Kernmantle ropes are often categorized as “static”, meaning having little stretch or “dynamic”, meaning they have more stretch. These terms are, of course, relative and vague since all ropes have some stretch. Kernmantle ropes have their origins in mountain climbing where the higher stretch versions are used to absorb energy if the climber falls. The low stretch versions are used in rappelling, rescue, and in most industrial safety applications where they are favoured because of their inherent toughness and the efficiency with which rope grabs work on them. They are generally more expensive than other ropes because they are normally made from only the finest fibres and with very stringent requirements for care in manufacturing because they are used so extensively in life critical applications.
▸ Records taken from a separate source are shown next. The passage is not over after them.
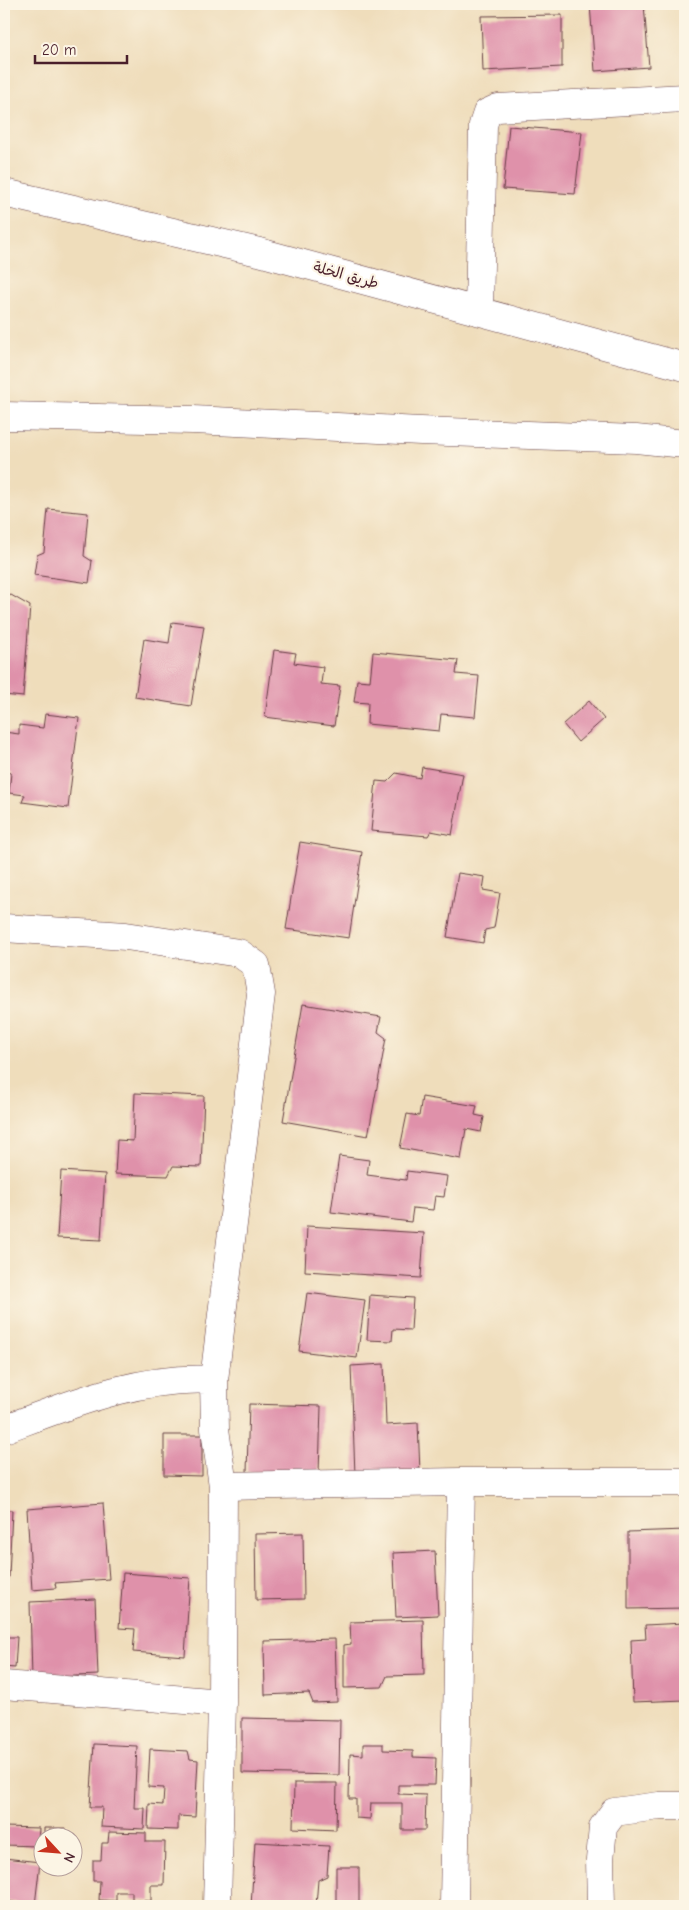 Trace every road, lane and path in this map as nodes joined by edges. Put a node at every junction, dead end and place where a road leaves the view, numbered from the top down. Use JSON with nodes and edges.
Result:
{"nodes":[{"id":1,"x":685,"y":98,"type":"edge"},
{"id":2,"x":4,"y":193,"type":"edge"},
{"id":3,"x":480,"y":311,"type":"junction"},
{"id":4,"x":685,"y":367,"type":"edge"},
{"id":5,"x":4,"y":416,"type":"edge"},
{"id":6,"x":685,"y":444,"type":"edge"},
{"id":7,"x":4,"y":928,"type":"edge"},
{"id":8,"x":214,"y":1380,"type":"junction"},
{"id":9,"x":4,"y":1429,"type":"edge"},
{"id":10,"x":461,"y":1482,"type":"junction"},
{"id":11,"x":685,"y":1482,"type":"edge"},
{"id":12,"x":223,"y":1486,"type":"junction"},
{"id":13,"x":4,"y":1685,"type":"edge"},
{"id":14,"x":222,"y":1703,"type":"junction"},
{"id":15,"x":685,"y":1806,"type":"edge"},
{"id":16,"x":217,"y":1906,"type":"edge"},
{"id":17,"x":454,"y":1906,"type":"edge"},
{"id":18,"x":602,"y":1906,"type":"edge"}],
"edges":[{"from":1,"to":3,"type":"street"},
{"from":2,"to":3,"type":"street","name":"طريق الخلة"},
{"from":3,"to":4,"type":"street","name":"طريق الخلة"},
{"from":5,"to":6,"type":"street"},
{"from":7,"to":8,"type":"street"},
{"from":8,"to":9,"type":"street"},
{"from":8,"to":12,"type":"street"},
{"from":10,"to":11,"type":"street"},
{"from":10,"to":12,"type":"street"},
{"from":10,"to":17,"type":"street"},
{"from":12,"to":14,"type":"street"},
{"from":13,"to":14,"type":"street"},
{"from":14,"to":16,"type":"street"},
{"from":15,"to":18,"type":"street"}]} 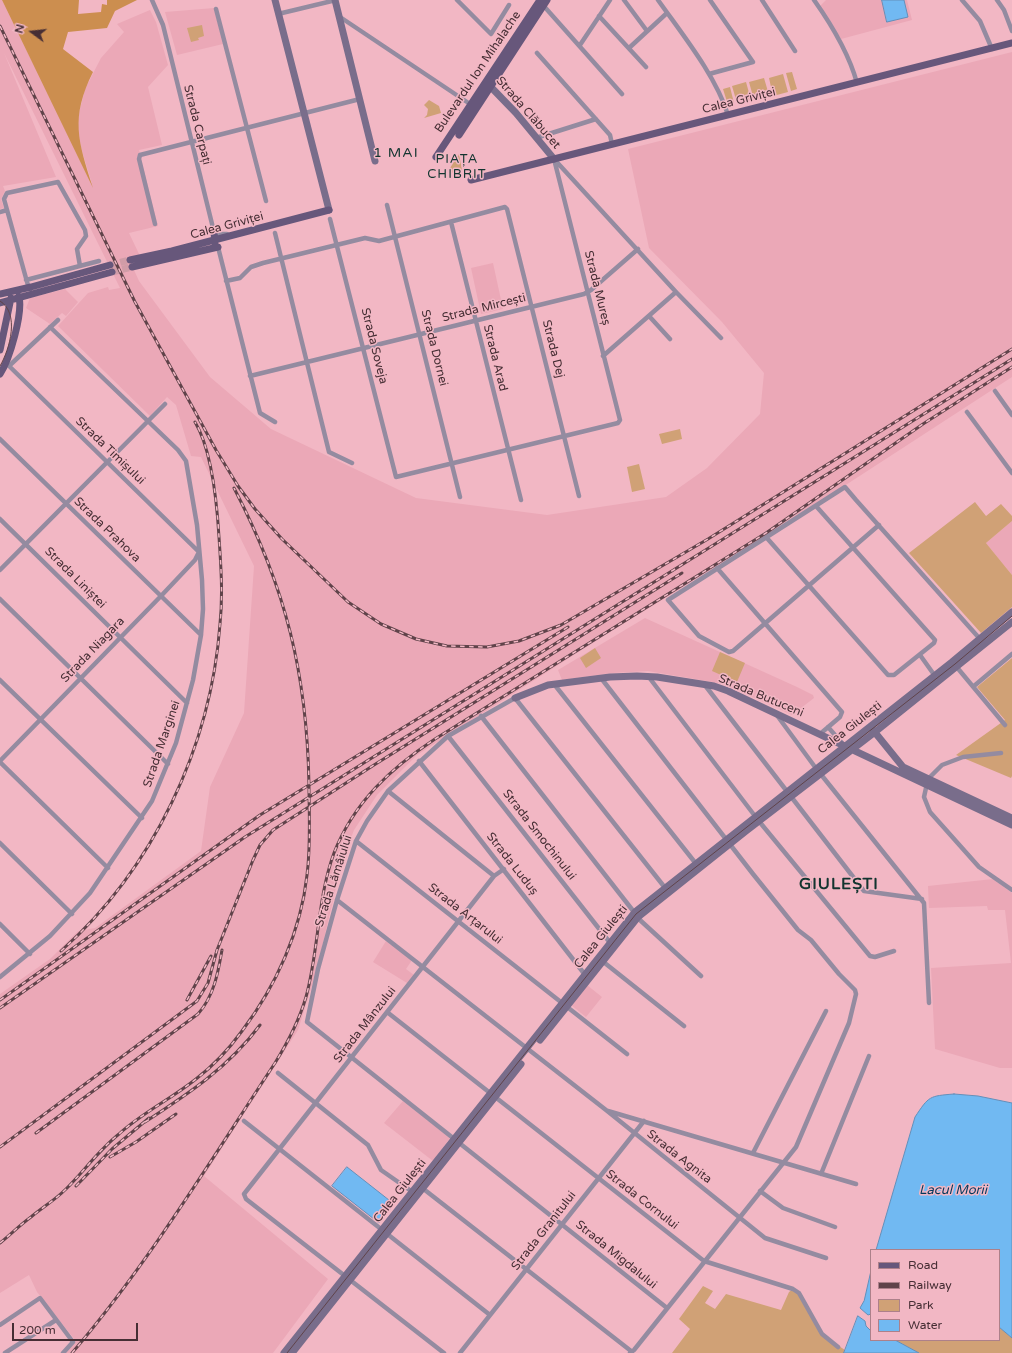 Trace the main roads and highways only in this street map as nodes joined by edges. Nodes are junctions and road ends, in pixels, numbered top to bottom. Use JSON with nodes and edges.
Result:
{"nodes":[{"id":1,"x":275,"y":0,"type":"edge"},
{"id":2,"x":335,"y":0,"type":"edge"},
{"id":3,"x":542,"y":2,"type":"edge"},
{"id":4,"x":1012,"y":44,"type":"edge"},
{"id":5,"x":485,"y":81,"type":"junction"},
{"id":6,"x":491,"y":87,"type":"junction"},
{"id":7,"x":459,"y":135,"type":"road end"},
{"id":8,"x":436,"y":157,"type":"dead end"},
{"id":9,"x":554,"y":159,"type":"junction"},
{"id":10,"x":375,"y":161,"type":"dead end"},
{"id":11,"x":471,"y":180,"type":"dead end"},
{"id":12,"x":214,"y":232,"type":"road end"},
{"id":13,"x":217,"y":246,"type":"junction"},
{"id":14,"x":111,"y":269,"type":"tunnel mouth"},
{"id":15,"x":15,"y":291,"type":"junction"},
{"id":16,"x":29,"y":291,"type":"junction"},
{"id":17,"x":0,"y":294,"type":"edge"},
{"id":18,"x":20,"y":298,"type":"junction"},
{"id":19,"x":10,"y":301,"type":"junction"},
{"id":20,"x":0,"y":303,"type":"edge"},
{"id":21,"x":0,"y":350,"type":"edge"},
{"id":22,"x":0,"y":374,"type":"edge"},
{"id":23,"x":1012,"y":612,"type":"edge"},
{"id":24,"x":1012,"y":622,"type":"edge"},
{"id":25,"x":983,"y":642,"type":"junction"},
{"id":26,"x":515,"y":698,"type":"road end"},
{"id":27,"x":873,"y":729,"type":"junction"},
{"id":28,"x":845,"y":746,"type":"junction"},
{"id":29,"x":852,"y":750,"type":"junction"},
{"id":30,"x":901,"y":770,"type":"junction"},
{"id":31,"x":818,"y":771,"type":"junction"},
{"id":32,"x":927,"y":783,"type":"junction"},
{"id":33,"x":1012,"y":818,"type":"edge"},
{"id":34,"x":1012,"y":825,"type":"edge"},
{"id":35,"x":348,"y":1278,"type":"junction"},
{"id":36,"x":284,"y":1353,"type":"edge"},
{"id":37,"x":292,"y":1353,"type":"edge"}],
"edges":[{"from":1,"to":13,"type":"main road","name":"Calea Griviței"},
{"from":2,"to":10,"type":"main road"},
{"from":3,"to":5,"type":"main road","name":"Bulevardul Ion Mihalache"},
{"from":3,"to":6,"type":"main road","name":"Bulevardul Ion Mihalache"},
{"from":4,"to":9,"type":"main road","name":"Calea Griviței"},
{"from":5,"to":6,"type":"main road","name":"Strada Clăbucet"},
{"from":5,"to":8,"type":"main road","name":"Bulevardul Ion Mihalache"},
{"from":6,"to":7,"type":"main road","name":"Bulevardul Ion Mihalache"},
{"from":6,"to":9,"type":"main road","name":"Strada Clăbucet"},
{"from":9,"to":11,"type":"main road","name":"Calea Griviței"},
{"from":12,"to":13,"type":"main road"},
{"from":13,"to":13,"type":"main road","name":"Calea Griviței"},
{"from":14,"to":16,"type":"main road"},
{"from":15,"to":16,"type":"main road"},
{"from":15,"to":17,"type":"main road"},
{"from":15,"to":18,"type":"main road"},
{"from":15,"to":19,"type":"main road"},
{"from":16,"to":18,"type":"main road"},
{"from":18,"to":19,"type":"main road"},
{"from":18,"to":22,"type":"main road"},
{"from":19,"to":20,"type":"main road"},
{"from":19,"to":21,"type":"main road"},
{"from":23,"to":25,"type":"main road","name":"Calea Giulești"},
{"from":24,"to":25,"type":"main road","name":"Calea Giulești"},
{"from":25,"to":27,"type":"main road","name":"Calea Giulești"},
{"from":26,"to":28,"type":"main road","name":"Strada Butuceni"},
{"from":27,"to":28,"type":"main road","name":"Calea Giulești"},
{"from":27,"to":29,"type":"main road","name":"Calea Giulești"},
{"from":27,"to":30,"type":"main road"},
{"from":28,"to":29,"type":"main road","name":"Strada Butuceni"},
{"from":28,"to":31,"type":"main road","name":"Calea Giulești"},
{"from":29,"to":30,"type":"main road","name":"Strada Butuceni"},
{"from":29,"to":31,"type":"main road","name":"Calea Giulești"},
{"from":30,"to":32,"type":"main road","name":"Strada Butuceni"},
{"from":31,"to":35,"type":"main road","name":"Calea Giulești"},
{"from":32,"to":33,"type":"main road"},
{"from":32,"to":34,"type":"main road"},
{"from":35,"to":36,"type":"main road","name":"Calea Giulești"},
{"from":35,"to":37,"type":"main road","name":"Calea Giulești"}]}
Most of the higher initial cost however is offset by their durability and because one can normally select a smaller kernmantle rope for any given application.
Many other types and variations of ropes exist and many other factors should be considered in selecting the right rope for a specific application, and the user is urged to consider his requirements carefully. Fibre type, size, tensile strength, safety factors, elongation, weight, compatibility with hardware, and other factors must be considered.